Jason Stipp: In some of your funds we had noticed a notable overweight in technology stocks, and I was wondering what your thesis is on the technology stocks and why you are seeing some opportunity there?

John Calamos: Well, technology stocks, we feel, there's great opportunity there for a number of reasons. First of all, we see good top-line growth. In other words, these companies aren't simply producing good earnings by cutting the expense side out, they are really producing good earnings because their top line is growing.

The other factors that we have seen in there--what the markets ignored a year ago--was how strong their balance sheets are. Many of these companies do not have to expand their business by borrowing money and leveraging up; they have the capital on their balance sheet to expand their business.

And that's very, very important to technology companies, because as you know they have to reinvent themselves every product cycle in here. So having the capital to reinvent themselves, we look at that as being a very important component of that.

Strong balance sheets, good top-line growth, and valuations that are very compelling. These are great companies, and they're not always at great prices, but what we are seeing in the current market environment, they're great companies at very good prices. So growth companies, we think, provide some excellent opportunities in this current market environment.

Stipp: What do you think is behind that? Do you think it's still a little bit of a holdover from sort of that perceived flight to quality, like maybe growth could be riskier and so people are ignoring it a little bit?

Calamos: I think Jason you hit on that there. There is that perception, "Gee, I want a dividend-paying stock. I don't want growth." But when you look at growth versus value, for example, in a broad context and you look at the earnings and growth potential there, they're priced very similarly, but the growth potential is much more substantial. I think when we get into market environments, like we are now, is the market can't look out very far. It looks out, you know, "What about their earnings seasons coming up?" It can't really look much beyond its nose.

When the market starts to get more comfortable, it starts to say, "OK, I am comfortable now. What about next year? What about two years? What about three years?" And when the markets starts to look out two years, three years guess what we have? P/E expansion.
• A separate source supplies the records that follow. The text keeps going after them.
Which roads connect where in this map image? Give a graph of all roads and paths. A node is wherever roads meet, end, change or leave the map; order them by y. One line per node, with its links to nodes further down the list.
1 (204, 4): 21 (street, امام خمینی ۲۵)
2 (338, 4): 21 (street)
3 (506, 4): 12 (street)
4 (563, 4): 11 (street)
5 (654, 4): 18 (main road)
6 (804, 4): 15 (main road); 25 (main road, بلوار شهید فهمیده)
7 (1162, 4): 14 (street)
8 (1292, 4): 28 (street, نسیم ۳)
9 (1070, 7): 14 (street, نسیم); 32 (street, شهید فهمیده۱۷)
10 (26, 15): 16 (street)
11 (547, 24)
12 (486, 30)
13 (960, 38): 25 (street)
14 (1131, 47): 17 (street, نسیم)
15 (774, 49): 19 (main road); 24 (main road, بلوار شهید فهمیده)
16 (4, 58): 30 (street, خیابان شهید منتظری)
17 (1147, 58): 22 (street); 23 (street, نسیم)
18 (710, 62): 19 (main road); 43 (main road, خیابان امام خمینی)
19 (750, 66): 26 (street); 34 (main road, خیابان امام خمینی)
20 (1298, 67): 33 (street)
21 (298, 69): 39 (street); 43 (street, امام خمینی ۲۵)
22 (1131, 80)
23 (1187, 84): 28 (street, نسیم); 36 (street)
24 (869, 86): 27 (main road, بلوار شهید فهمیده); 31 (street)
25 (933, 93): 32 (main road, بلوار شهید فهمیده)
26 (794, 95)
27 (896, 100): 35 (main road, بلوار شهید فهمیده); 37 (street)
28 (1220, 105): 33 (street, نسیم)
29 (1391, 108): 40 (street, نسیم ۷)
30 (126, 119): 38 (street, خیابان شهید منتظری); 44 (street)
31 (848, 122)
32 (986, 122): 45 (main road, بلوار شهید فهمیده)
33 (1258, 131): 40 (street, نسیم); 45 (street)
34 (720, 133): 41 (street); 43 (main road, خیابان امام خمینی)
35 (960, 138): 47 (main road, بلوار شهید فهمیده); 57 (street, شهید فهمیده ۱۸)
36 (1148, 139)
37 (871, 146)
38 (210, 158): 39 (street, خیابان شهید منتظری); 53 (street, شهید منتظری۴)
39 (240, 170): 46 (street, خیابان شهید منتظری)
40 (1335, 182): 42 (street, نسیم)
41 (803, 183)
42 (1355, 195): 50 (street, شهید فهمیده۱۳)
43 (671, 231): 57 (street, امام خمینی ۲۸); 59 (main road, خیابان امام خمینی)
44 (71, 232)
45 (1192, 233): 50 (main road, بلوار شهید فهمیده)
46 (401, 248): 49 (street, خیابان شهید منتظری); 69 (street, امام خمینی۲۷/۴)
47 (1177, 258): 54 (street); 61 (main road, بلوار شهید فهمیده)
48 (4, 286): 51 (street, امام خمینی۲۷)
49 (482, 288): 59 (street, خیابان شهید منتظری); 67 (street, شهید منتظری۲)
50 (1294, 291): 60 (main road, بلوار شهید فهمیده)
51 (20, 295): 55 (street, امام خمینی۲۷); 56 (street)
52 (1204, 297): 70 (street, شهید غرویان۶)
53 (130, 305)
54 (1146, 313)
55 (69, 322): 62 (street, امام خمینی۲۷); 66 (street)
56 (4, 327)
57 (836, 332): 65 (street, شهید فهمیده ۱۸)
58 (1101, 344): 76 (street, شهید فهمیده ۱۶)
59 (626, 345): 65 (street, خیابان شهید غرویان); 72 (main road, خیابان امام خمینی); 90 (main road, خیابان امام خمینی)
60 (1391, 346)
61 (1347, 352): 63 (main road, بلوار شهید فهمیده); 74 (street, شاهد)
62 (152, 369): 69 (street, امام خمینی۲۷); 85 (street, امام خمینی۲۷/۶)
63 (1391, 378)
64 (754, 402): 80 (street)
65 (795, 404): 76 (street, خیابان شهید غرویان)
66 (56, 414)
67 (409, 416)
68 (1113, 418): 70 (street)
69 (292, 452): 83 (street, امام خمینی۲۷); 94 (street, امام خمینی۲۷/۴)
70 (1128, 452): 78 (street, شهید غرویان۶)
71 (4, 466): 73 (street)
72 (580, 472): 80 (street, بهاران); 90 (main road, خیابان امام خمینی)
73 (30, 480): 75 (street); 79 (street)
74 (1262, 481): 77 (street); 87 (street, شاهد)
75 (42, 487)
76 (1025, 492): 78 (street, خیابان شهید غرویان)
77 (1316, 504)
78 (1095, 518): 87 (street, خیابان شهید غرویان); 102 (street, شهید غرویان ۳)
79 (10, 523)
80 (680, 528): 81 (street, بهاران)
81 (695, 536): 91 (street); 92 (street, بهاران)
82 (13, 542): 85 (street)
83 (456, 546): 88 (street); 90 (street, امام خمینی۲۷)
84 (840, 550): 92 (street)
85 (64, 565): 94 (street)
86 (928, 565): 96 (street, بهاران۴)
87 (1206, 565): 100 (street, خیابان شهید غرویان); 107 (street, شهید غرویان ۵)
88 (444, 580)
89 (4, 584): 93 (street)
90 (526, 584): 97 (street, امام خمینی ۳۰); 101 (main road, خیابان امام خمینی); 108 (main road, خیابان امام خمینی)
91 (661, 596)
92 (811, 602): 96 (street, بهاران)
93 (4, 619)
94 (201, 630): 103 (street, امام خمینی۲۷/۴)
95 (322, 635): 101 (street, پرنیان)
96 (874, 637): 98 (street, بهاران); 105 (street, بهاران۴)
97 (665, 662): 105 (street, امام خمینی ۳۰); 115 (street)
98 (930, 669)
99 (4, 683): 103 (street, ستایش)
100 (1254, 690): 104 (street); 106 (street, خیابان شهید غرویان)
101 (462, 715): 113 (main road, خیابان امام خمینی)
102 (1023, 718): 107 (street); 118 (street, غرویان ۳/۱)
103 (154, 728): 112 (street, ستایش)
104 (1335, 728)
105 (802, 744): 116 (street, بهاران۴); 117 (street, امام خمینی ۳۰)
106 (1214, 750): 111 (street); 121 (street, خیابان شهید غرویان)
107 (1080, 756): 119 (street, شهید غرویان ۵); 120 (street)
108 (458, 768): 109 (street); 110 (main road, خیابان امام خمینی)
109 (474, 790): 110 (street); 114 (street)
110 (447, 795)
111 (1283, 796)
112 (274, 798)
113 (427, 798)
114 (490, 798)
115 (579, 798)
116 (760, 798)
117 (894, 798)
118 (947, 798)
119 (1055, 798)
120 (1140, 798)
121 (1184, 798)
Now we say, "Wow!" It may be fairly priced today, but it is really undervalued looking out one year, two years and three years. When you have companies growing at some of the rates these growth companies are growing, when you start to look out, they look awful cheap today.

Stipp: So as investors if you can use that time horizon arbitrage and sort of look a little bit further than the market, you may find some opportunities there.

Calamos: Often, one of the things we did back in 1999, in 2000, we were heavily in tech stocks in 1999, and we had reduced that exposure extremely by mid-2000. We did that because not only were they great companies, but the prices just reflected so much of a bullish tilt. They no longer made sense as price sensitive, but now we are finding quite the opposite situation.

Stipp: Sure. Great companies doesn't always mean great stocks and the opposite can be true as well.